Copy out the lines below that hold the word "sizing".

═════ Available data

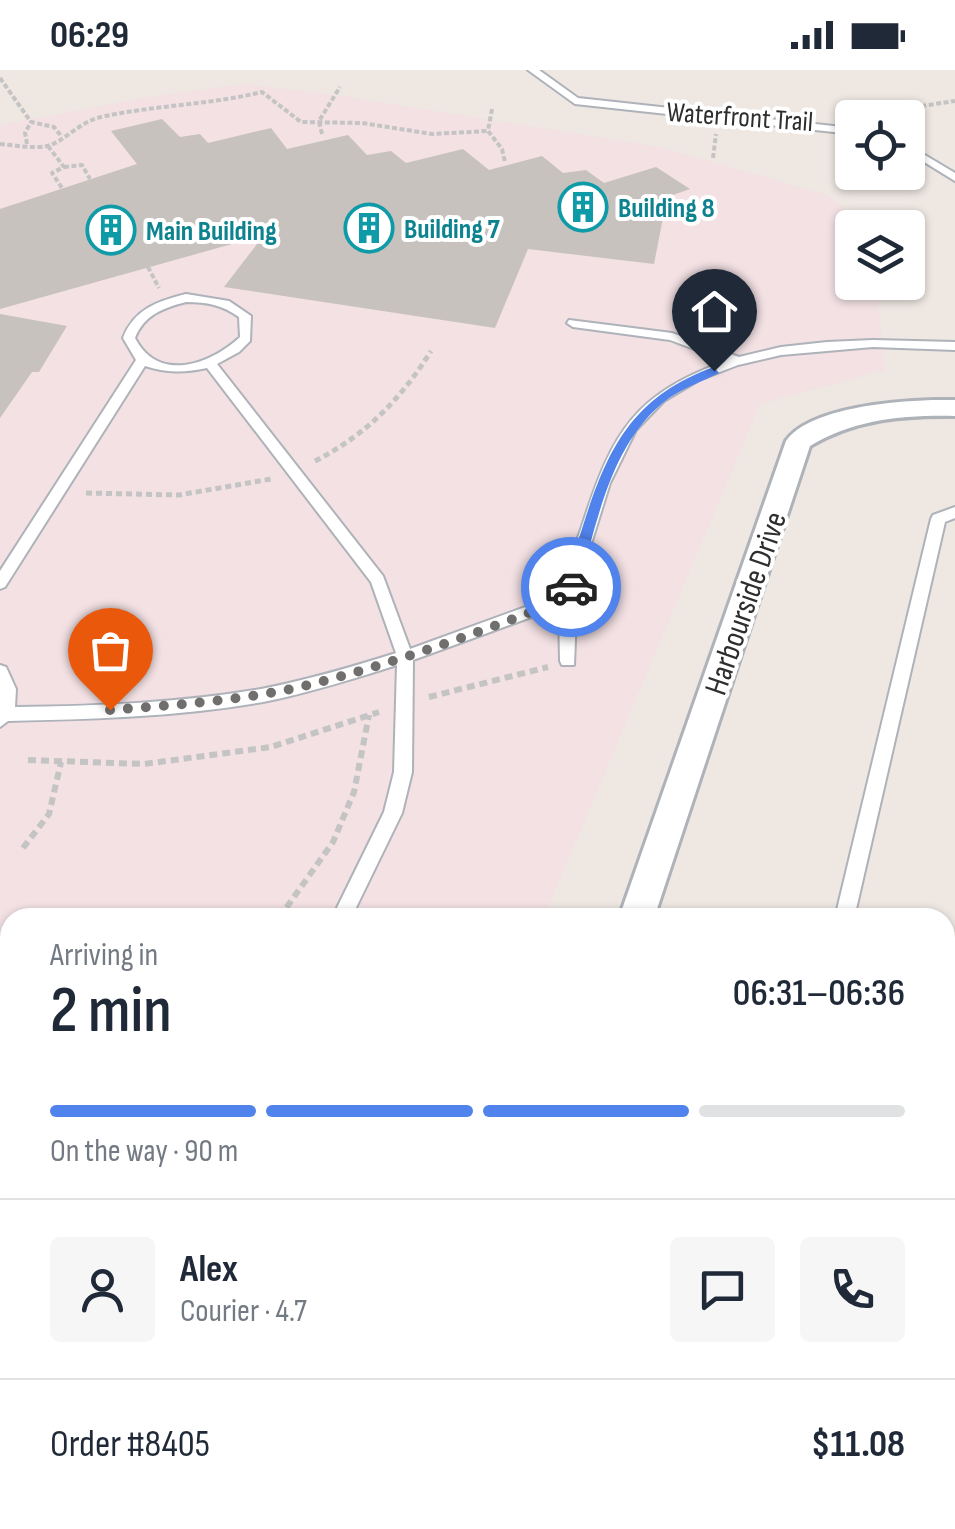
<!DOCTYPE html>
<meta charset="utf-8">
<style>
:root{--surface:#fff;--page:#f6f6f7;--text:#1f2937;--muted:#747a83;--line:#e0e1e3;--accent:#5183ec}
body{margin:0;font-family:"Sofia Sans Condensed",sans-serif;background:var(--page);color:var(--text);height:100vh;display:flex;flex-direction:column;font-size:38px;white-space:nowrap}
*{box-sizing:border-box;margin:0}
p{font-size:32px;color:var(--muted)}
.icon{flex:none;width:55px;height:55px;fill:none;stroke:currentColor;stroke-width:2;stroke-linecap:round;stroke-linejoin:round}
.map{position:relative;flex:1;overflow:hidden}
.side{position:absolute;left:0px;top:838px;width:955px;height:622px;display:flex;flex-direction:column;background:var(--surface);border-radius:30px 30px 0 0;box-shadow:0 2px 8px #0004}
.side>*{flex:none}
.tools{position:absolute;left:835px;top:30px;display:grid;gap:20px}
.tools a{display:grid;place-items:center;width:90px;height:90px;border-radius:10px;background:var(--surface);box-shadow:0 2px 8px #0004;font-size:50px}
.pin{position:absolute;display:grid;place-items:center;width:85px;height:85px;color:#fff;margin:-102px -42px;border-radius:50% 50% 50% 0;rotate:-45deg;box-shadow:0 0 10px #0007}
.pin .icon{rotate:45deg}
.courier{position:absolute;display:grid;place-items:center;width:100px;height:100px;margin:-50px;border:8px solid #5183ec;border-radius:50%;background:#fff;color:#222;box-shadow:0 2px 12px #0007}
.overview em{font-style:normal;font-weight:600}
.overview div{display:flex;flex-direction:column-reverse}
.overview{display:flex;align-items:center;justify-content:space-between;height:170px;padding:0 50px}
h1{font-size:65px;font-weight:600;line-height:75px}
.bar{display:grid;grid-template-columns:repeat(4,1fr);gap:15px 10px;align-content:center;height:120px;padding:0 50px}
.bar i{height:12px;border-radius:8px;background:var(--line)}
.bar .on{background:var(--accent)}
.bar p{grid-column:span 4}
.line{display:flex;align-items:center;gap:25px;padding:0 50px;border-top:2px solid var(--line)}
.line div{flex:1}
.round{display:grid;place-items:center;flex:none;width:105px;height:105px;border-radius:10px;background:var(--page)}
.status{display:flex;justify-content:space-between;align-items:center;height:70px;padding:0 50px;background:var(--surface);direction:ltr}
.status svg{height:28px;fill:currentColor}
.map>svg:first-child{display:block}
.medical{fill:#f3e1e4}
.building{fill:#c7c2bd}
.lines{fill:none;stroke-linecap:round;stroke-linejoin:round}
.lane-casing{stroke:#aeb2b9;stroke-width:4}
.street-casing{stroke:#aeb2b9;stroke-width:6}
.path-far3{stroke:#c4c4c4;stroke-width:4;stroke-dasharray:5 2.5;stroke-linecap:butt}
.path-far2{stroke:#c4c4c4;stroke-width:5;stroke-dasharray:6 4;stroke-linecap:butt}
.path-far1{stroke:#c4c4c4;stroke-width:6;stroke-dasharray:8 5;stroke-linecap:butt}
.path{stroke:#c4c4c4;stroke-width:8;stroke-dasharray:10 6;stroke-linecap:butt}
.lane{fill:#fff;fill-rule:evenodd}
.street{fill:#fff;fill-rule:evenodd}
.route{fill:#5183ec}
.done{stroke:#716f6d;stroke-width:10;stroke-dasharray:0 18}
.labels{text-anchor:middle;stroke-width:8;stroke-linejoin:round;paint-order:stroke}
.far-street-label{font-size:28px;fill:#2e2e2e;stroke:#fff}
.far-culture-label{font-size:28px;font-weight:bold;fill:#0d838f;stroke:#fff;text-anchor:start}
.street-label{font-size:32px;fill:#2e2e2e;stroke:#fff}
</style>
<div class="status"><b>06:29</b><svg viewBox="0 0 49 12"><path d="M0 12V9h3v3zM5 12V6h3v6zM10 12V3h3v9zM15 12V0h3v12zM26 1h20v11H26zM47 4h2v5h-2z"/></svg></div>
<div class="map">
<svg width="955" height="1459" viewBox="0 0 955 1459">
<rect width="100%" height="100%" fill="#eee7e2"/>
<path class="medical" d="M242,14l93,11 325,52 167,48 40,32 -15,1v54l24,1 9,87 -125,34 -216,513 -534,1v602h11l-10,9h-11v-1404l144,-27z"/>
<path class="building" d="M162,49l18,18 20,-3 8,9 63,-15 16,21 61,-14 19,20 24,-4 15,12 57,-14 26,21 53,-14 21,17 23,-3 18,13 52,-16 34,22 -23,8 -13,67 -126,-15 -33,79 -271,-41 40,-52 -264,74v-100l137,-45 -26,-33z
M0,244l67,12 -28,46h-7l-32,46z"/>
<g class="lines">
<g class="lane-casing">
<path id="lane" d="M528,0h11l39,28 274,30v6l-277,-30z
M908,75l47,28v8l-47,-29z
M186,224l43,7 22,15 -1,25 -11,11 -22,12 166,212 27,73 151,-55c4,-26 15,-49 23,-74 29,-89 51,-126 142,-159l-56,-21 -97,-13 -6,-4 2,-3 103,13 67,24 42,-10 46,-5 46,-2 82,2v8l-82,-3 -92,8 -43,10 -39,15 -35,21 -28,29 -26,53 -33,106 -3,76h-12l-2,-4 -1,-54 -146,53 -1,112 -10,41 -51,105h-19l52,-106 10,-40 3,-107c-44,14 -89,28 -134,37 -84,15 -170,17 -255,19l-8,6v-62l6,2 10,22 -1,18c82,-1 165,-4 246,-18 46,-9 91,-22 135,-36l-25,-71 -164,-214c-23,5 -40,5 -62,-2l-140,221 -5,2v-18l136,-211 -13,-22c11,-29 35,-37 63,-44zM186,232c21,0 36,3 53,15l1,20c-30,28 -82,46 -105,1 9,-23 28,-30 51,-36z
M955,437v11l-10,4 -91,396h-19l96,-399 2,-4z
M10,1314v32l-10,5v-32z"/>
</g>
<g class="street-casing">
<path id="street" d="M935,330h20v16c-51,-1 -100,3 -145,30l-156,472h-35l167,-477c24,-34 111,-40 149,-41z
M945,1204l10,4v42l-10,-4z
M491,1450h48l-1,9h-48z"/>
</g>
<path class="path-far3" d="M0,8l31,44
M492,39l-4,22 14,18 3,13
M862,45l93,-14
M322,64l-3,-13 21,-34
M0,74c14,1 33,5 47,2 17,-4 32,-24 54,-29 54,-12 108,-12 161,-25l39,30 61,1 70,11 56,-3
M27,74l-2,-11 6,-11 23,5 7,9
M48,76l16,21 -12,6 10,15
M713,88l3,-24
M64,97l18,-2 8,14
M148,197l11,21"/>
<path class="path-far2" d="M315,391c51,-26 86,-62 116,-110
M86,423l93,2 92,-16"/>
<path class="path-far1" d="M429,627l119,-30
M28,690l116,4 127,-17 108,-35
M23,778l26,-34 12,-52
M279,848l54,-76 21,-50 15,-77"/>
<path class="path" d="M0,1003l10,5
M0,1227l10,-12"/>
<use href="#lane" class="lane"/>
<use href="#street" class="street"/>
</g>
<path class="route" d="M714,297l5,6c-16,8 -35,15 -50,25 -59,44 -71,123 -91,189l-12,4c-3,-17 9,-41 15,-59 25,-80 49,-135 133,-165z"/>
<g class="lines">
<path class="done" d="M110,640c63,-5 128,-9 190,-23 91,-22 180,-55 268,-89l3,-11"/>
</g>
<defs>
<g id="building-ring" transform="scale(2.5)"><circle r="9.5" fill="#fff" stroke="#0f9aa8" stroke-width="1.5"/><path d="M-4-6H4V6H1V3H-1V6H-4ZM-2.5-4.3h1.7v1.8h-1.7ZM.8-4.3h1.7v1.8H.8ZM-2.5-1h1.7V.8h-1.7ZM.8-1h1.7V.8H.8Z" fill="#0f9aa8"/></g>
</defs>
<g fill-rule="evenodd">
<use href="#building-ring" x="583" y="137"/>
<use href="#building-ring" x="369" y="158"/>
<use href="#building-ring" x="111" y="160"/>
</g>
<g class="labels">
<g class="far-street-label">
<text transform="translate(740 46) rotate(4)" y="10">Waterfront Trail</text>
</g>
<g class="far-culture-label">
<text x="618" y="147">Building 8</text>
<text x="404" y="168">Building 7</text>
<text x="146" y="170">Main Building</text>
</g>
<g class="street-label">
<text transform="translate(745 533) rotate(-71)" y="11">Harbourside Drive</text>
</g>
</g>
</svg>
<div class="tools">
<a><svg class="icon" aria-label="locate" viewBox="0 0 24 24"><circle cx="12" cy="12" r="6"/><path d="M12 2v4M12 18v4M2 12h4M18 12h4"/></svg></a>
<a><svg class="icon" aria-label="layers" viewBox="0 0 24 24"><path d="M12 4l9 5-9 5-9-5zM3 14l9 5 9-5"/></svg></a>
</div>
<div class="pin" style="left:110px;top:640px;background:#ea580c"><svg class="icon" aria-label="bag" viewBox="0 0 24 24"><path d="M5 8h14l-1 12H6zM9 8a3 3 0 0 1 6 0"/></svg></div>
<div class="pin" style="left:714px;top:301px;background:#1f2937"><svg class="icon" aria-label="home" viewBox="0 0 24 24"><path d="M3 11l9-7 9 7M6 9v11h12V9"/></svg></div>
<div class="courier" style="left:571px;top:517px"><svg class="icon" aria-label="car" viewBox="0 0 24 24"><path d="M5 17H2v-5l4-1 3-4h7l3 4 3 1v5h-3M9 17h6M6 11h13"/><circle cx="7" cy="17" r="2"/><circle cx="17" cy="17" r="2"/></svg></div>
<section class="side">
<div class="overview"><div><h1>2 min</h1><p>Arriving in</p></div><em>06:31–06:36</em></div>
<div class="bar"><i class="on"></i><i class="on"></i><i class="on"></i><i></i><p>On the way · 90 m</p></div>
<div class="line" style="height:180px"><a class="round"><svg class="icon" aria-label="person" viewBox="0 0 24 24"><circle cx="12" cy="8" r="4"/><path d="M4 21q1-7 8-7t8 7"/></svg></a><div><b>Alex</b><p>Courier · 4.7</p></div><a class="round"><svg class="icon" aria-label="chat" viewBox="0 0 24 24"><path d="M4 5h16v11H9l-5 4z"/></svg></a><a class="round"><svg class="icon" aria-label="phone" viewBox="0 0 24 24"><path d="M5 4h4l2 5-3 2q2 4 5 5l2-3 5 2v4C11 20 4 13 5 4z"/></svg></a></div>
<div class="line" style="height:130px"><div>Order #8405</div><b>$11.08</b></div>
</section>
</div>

══════════
═════ Available data

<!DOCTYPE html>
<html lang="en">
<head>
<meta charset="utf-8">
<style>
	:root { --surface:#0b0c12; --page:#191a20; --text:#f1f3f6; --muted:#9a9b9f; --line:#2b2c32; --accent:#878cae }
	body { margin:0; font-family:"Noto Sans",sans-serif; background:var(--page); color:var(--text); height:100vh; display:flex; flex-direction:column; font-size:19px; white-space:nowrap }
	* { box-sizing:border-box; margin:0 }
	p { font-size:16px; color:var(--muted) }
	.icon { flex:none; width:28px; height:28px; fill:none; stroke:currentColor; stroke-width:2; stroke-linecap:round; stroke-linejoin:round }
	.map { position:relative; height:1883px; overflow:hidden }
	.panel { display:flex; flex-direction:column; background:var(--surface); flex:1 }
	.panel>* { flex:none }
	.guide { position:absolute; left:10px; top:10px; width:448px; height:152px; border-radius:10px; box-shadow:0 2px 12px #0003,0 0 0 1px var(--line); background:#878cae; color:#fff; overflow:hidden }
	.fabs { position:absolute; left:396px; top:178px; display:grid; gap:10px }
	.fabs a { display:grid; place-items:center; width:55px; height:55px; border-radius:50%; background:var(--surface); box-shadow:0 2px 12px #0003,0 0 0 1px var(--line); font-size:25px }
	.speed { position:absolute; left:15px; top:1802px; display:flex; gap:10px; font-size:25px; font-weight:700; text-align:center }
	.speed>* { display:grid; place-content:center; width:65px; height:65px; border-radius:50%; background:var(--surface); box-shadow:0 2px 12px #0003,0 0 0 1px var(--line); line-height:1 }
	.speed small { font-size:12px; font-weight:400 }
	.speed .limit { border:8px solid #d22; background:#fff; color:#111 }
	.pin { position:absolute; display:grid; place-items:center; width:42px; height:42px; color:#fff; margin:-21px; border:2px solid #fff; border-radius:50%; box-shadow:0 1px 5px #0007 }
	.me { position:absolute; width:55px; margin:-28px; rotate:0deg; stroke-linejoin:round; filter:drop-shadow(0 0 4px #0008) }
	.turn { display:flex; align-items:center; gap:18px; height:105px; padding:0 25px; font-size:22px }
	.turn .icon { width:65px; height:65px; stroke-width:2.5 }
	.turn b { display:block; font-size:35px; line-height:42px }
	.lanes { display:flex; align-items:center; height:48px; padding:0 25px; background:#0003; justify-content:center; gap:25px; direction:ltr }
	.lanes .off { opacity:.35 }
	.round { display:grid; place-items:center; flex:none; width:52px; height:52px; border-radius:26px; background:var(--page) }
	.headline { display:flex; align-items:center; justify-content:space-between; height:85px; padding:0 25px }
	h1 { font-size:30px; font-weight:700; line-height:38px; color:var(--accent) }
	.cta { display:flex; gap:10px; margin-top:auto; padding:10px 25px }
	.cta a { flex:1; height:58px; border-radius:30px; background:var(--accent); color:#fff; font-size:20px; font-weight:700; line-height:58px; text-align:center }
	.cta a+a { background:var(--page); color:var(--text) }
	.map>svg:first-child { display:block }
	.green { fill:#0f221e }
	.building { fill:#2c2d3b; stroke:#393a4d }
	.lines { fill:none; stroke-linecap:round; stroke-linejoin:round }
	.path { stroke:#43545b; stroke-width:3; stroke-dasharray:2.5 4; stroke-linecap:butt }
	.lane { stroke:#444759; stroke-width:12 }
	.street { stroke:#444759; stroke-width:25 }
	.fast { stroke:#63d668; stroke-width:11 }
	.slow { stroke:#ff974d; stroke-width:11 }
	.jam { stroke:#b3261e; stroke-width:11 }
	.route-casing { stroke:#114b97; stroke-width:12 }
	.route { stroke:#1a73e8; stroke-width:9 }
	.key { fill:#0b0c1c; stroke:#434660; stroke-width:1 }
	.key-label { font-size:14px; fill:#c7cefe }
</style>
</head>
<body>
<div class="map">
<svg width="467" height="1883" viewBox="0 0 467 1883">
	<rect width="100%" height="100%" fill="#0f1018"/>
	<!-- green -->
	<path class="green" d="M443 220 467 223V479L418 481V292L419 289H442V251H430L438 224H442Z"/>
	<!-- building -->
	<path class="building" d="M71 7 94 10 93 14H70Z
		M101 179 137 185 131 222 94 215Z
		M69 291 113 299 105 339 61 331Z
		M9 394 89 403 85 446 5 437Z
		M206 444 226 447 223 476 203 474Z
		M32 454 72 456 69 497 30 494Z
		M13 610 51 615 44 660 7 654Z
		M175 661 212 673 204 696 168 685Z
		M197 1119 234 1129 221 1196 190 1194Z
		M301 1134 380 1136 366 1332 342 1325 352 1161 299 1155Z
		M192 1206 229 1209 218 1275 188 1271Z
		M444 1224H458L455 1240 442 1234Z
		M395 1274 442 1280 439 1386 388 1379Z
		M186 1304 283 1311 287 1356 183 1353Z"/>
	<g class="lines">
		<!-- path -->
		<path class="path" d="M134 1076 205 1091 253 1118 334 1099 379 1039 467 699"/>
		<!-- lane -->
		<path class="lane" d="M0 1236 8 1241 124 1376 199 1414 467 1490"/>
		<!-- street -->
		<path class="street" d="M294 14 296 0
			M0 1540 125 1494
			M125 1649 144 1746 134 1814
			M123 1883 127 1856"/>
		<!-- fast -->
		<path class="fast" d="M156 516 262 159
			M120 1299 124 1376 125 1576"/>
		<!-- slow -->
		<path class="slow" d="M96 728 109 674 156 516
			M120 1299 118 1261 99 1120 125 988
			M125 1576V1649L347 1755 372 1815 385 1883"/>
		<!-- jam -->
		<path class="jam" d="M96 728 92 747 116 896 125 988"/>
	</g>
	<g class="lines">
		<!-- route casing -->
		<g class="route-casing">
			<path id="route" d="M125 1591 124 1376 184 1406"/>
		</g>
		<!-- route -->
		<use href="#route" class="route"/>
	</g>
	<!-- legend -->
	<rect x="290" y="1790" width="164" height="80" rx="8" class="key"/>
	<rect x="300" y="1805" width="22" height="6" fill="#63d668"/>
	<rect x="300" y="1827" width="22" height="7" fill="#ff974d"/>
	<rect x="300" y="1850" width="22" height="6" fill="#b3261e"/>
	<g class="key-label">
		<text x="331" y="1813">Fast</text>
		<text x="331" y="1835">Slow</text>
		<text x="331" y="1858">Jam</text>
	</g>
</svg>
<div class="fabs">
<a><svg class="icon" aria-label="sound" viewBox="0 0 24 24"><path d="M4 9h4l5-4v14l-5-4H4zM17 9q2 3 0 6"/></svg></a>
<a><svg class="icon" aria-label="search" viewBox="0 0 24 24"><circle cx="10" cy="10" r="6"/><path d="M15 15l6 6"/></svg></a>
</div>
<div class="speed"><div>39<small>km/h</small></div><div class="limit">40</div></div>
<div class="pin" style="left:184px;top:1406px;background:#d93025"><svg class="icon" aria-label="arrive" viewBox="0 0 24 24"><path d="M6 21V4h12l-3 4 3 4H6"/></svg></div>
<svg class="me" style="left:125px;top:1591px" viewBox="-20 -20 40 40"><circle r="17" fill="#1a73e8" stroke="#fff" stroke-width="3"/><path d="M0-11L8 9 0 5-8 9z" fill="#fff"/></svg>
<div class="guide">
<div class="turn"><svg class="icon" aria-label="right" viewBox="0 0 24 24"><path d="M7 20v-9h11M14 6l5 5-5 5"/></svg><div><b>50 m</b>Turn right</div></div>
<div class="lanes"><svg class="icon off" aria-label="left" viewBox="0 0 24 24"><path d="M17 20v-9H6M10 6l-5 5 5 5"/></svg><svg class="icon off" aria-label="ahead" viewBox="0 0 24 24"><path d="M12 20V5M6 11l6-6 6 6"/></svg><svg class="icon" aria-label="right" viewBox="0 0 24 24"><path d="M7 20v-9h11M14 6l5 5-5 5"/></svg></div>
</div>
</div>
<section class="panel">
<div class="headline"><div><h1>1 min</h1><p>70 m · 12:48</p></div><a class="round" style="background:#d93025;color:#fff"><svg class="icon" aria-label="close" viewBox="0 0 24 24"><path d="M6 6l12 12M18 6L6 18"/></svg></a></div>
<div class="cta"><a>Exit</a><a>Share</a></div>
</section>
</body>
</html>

══════════

▸ **Output**:
*{box-sizing:border-box;margin:0}
	* { box-sizing:border-box; margin:0 }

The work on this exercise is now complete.